Abstract

Person re-identification (Re-ID) models usually present a limited performance when they are trained on one dataset and tested on another dataset due to the inter-dataset bias (e.g. completely different identities and backgrounds) and the intra-dataset difference (e.g. camera and pose changes). In other words, the absence of identity labels (who the person is) and pairwise labels (whether a pair of images belongs to the same person or not) leads to failures in unsupervised person Re-ID problem. We argue that synchronous consideration of these two aspects can improve the performance of unsupervised person Re-ID model. In this work, we introduce a Classification and Latent Commonality (CLC) method based on transfer learning for the unsupervised person Re-ID problem.
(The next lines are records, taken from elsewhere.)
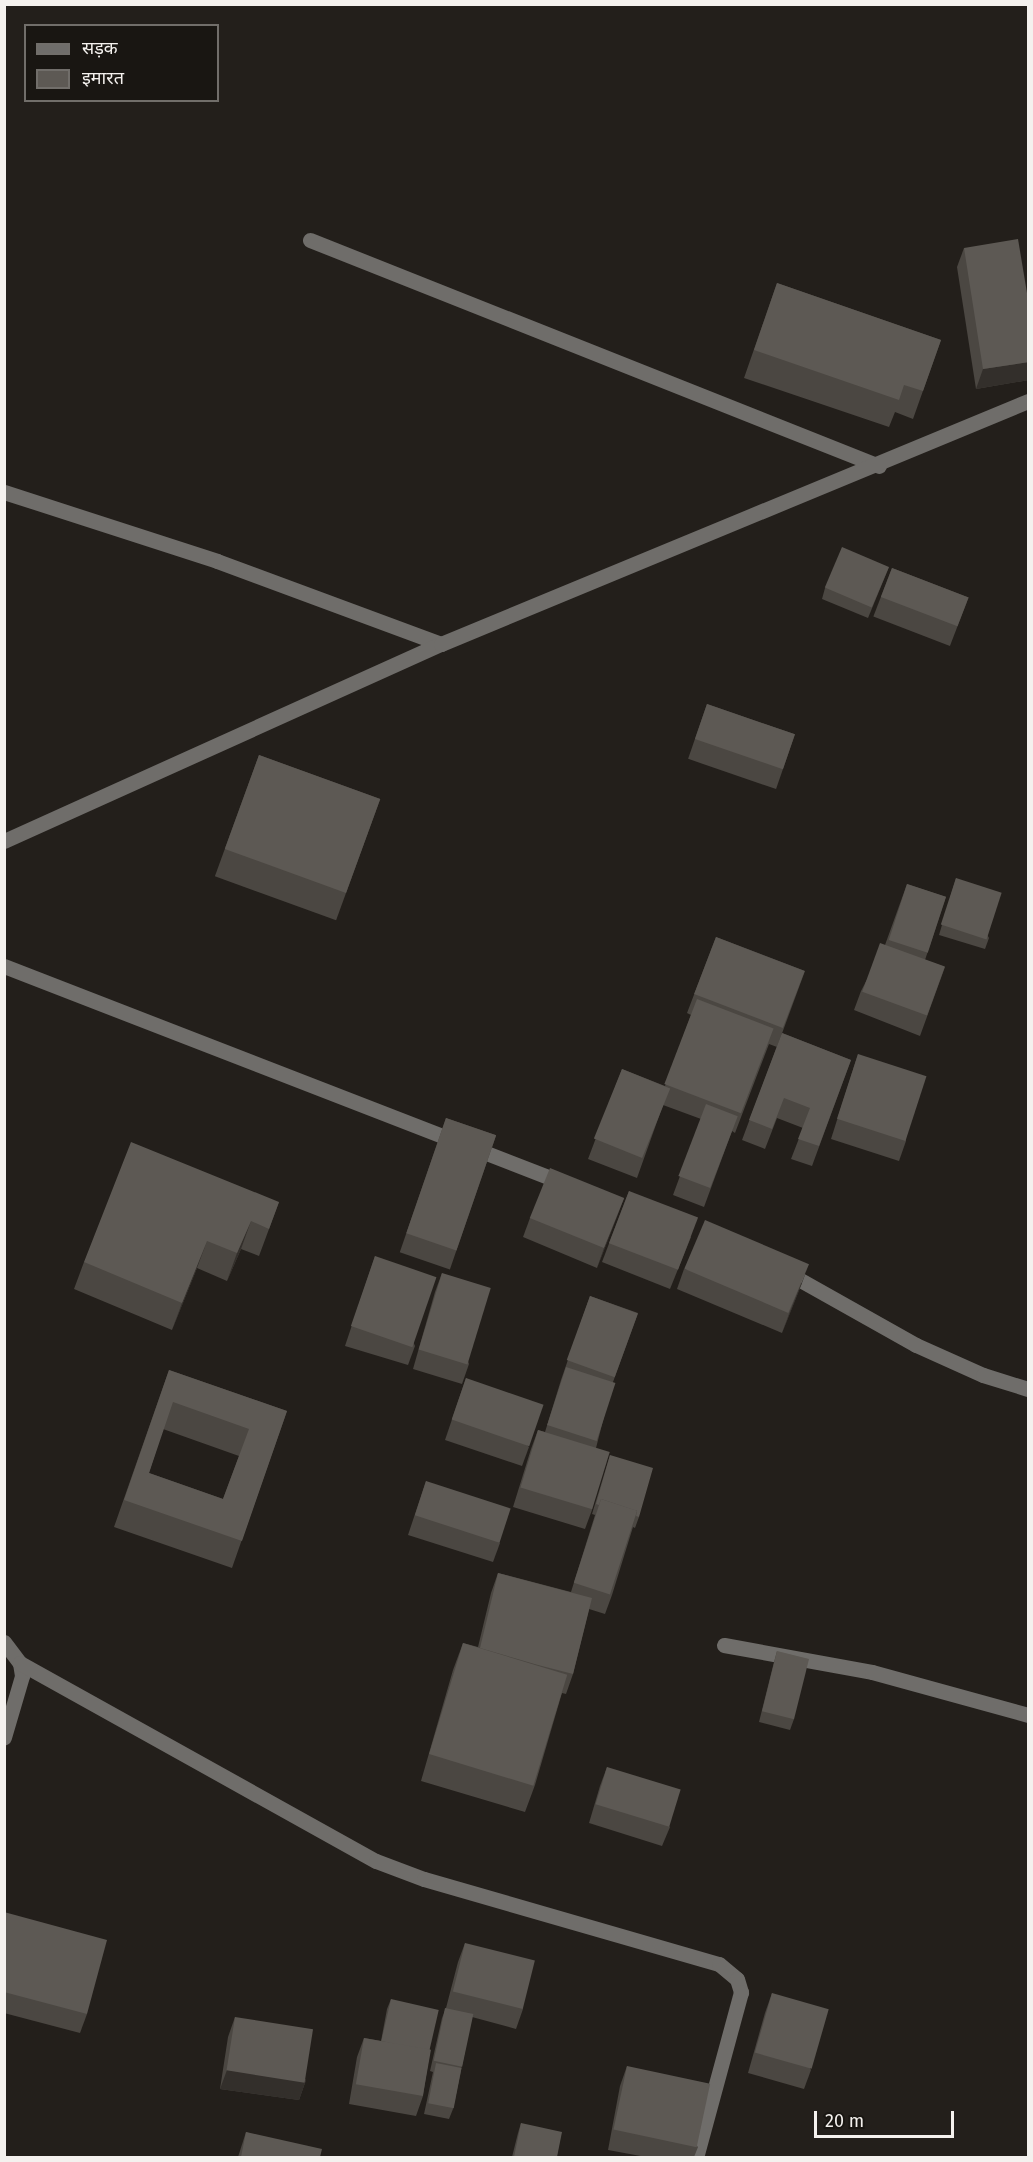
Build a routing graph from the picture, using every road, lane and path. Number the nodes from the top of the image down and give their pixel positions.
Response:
1 (310, 240) dead end
2 (1029, 400) edge
3 (879, 466) junction
4 (4, 492) edge
5 (441, 644) junction
6 (4, 841) edge
7 (4, 966) edge
8 (585, 1192) edge
9 (771, 1265) edge
10 (1029, 1389) edge
11 (4, 1642) edge
12 (724, 1645) dead end
13 (20, 1663) junction
14 (1029, 1715) edge
15 (4, 1737) edge
16 (696, 2157) edge

1 - 3 street
2 - 3 street
3 - 5 street
4 - 5 street
5 - 6 street
7 - 8 street
9 - 10 street
11 - 13 street
12 - 14 street
13 - 15 street
13 - 16 street

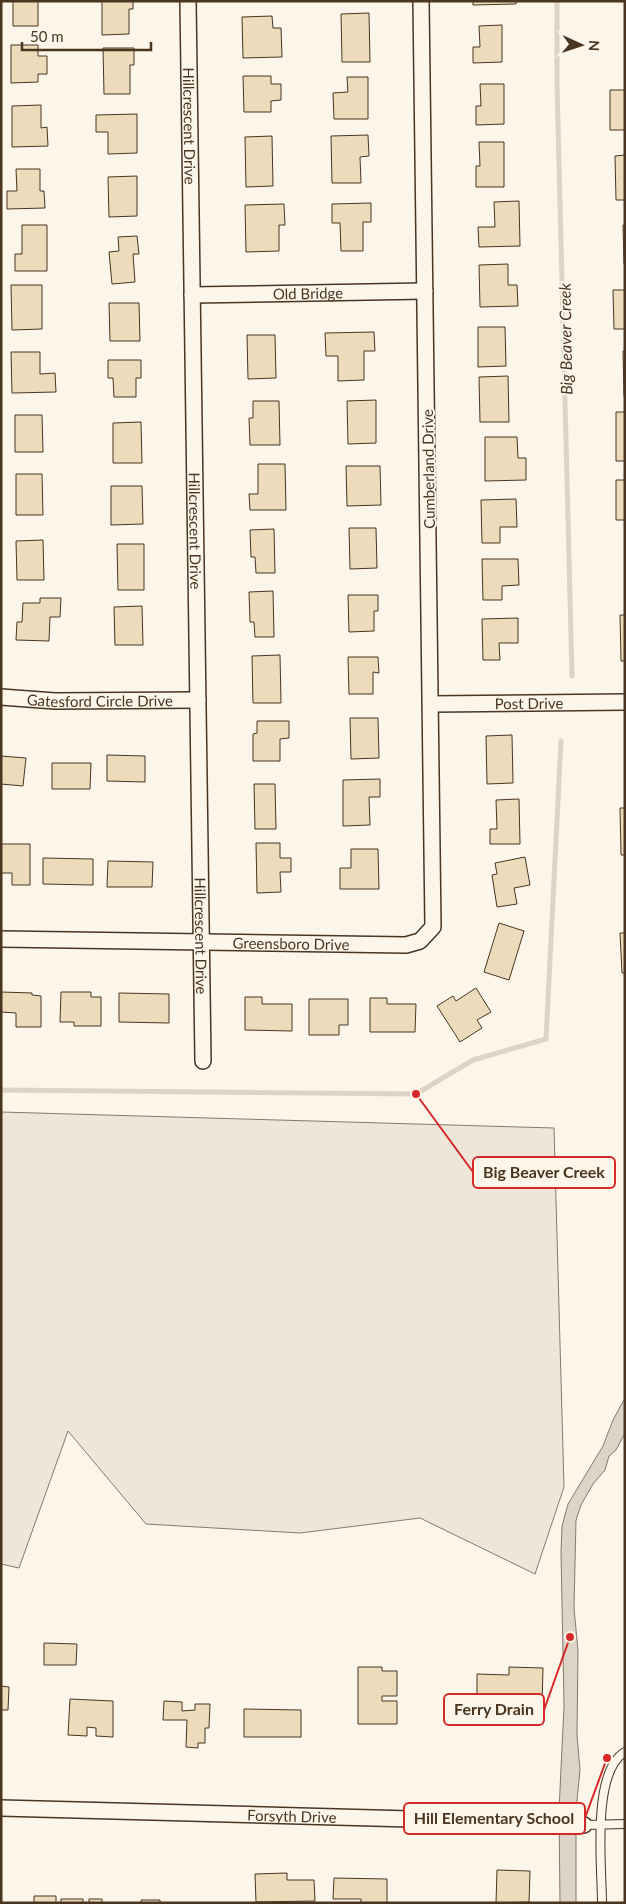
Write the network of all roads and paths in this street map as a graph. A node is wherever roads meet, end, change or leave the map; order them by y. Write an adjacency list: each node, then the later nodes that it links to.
1 (188, 1): 4 (street, Hillcrescent Drive)
2 (421, 1): 3 (street, Cumberland Drive)
3 (425, 291): 4 (street, Old Bridge); 8 (street, Cumberland Drive)
4 (192, 295): 6 (street, Hillcrescent Drive)
5 (1, 697): 6 (street, Gatesford Circle Drive)
6 (198, 700): 11 (street, Hillcrescent Drive)
7 (625, 702): 8 (street, Post Drive)
8 (431, 704): 9 (street, Cumberland Drive)
9 (428, 935): 11 (street, Greensboro Drive)
10 (1, 939): 11 (street, Greensboro Drive)
11 (203, 941): 12 (street, Hillcrescent Drive)
12 (203, 1061)
13 (625, 1752): 15 (lane)
14 (1, 1808): 17 (street, Forsyth Drive)
15 (602, 1824): 16 (lane); 17 (lane); 18 (lane)
16 (625, 1824)
17 (582, 1825)
18 (602, 1903)

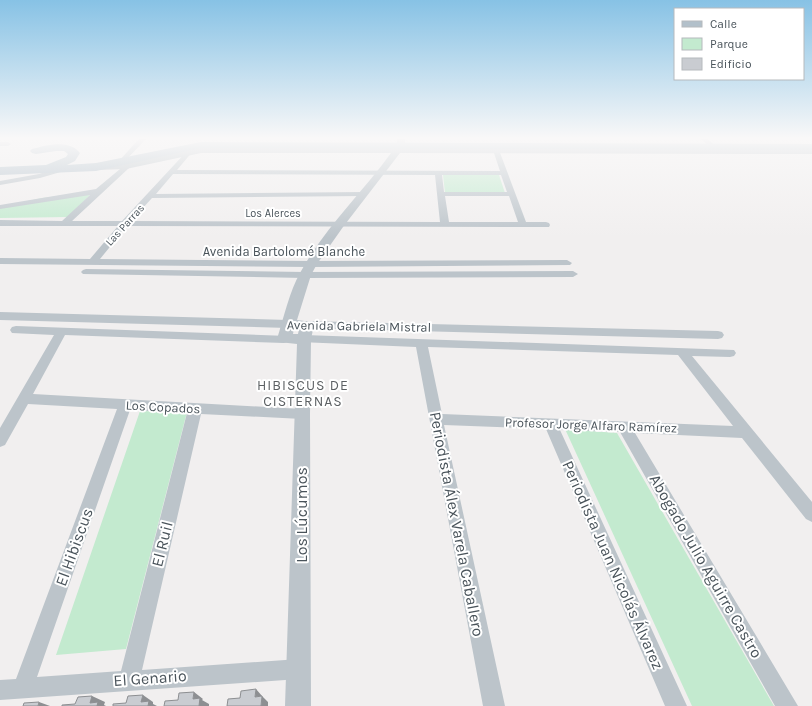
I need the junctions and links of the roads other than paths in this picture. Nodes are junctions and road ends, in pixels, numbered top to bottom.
1 (52, 172) edge
2 (116, 172) edge
3 (171, 172) joint
4 (381, 173) junction
5 (438, 173) junction
6 (504, 173) joint
7 (0, 183) edge
8 (99, 191) junction
9 (362, 194) junction
10 (441, 194) junction
11 (512, 194) junction
12 (151, 196) junction
13 (0, 207) edge
14 (0, 223) edge
15 (64, 224) junction
16 (124, 224) junction
17 (445, 224) junction
18 (339, 225) junction
19 (523, 225) junction
20 (546, 225) dead end
21 (0, 261) edge
22 (92, 263) junction
23 (568, 263) dead end
24 (311, 264) junction
25 (86, 272) dead end
26 (572, 274) dead end
27 (305, 275) junction
28 (0, 316) edge
29 (300, 329) junction
30 (16, 330) dead end
31 (61, 333) junction
32 (718, 335) dead end
33 (284, 339) junction
34 (421, 343) junction
35 (682, 352) junction
36 (730, 353) dead end
37 (24, 399) junction
38 (125, 406) junction
39 (195, 409) junction
40 (302, 414) junction
41 (436, 419) junction
42 (550, 424) junction
43 (624, 427) junction
44 (746, 432) junction
45 (0, 441) edge
46 (812, 514) edge
47 (300, 669) junction
48 (128, 680) junction
49 (23, 688) junction
50 (0, 690) edge
51 (298, 706) edge
52 (494, 706) edge
53 (676, 706) edge
54 (787, 706) edge

1 - 7 street
2 - 8 street
3 - 4 street
3 - 12 street, Las Parras
4 - 5 street
4 - 9 street, Los Lúcumos
5 - 6 street
5 - 10 street
6 - 11 street
8 - 13 street
8 - 15 street
9 - 12 street
9 - 18 street, Los Lúcumos
10 - 11 street
10 - 17 street
11 - 19 street
12 - 16 street, Las Parras
14 - 15 street, Los Alerces
15 - 16 street, Los Alerces
16 - 18 street, Los Alerces
16 - 22 street, Las Parras
17 - 18 street, Los Alerces
17 - 19 street, Los Alerces
18 - 24 street, Los Lúcumos
19 - 20 street, Los Alerces
21 - 22 street, Avenida Bartolomé Blanche
22 - 24 street, Avenida Bartolomé Blanche
23 - 24 street, Avenida Bartolomé Blanche
24 - 27 street, Los Lúcumos
25 - 27 street, Avenida Bartolomé Blanche
26 - 27 street, Avenida Bartolomé Blanche
27 - 29 street, Los Lúcumos
28 - 29 street, Avenida Gabriela Mistral
29 - 32 street, Avenida Gabriela Mistral
29 - 33 street, Avenida Gabriela Mistral
29 - 33 street, Los Lúcumos
29 - 34 street, Avenida Gabriela Mistral
29 - 40 street, Los Lúcumos
30 - 31 street, Avenida Gabriela Mistral
31 - 33 street, Avenida Gabriela Mistral
31 - 37 street
34 - 35 street, Avenida Gabriela Mistral
34 - 41 street, Periodista Álex Varela Caballero
35 - 36 street, Avenida Gabriela Mistral
35 - 44 street
37 - 38 street, Los Copados
37 - 45 street
38 - 39 street, Los Copados
38 - 49 street, El Hibiscus
39 - 40 street, Los Copados
39 - 48 street, El Ruil
40 - 47 street, Los Lúcumos
41 - 42 street, Profesor Jorge Alfaro Ramírez
41 - 52 street, Periodista Álex Varela Caballero
42 - 43 street, Profesor Jorge Alfaro Ramírez
42 - 53 street, Periodista Juan Nicolás Álvarez
43 - 44 street, Profesor Jorge Alfaro Ramírez
43 - 54 street, Abogado Julio Aguirre Castro
44 - 46 street
47 - 48 street, El Genario
47 - 51 street, Los Lúcumos
48 - 49 street, El Genario
49 - 50 street, El Genario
Our method has three characteristics: (1) proposing an imitate model to generate an imitated target domain with estimated identity labels and create a pseudo target domain to compensate the pairwise labels across camera views; (2) formulating a dual classification loss on both the source domain and imitated target domain to learn a discriminative representation and diminish the inter-domain bias; (3) investigating latent commonality and reducing the intra-domain difference by constraining triplet loss on the source domain, imitated target domain and pairwise label target domain (composed of pseudo target domain and target domain). Extensive experiments are conducted on three widely employed benchmarks, including Market-1501, DukeMTMC-reID and MSMT17, and experimental results demonstrate that the proposed method can achieve a competitive performance against other state-of-the-art unsupervised Re-ID approaches.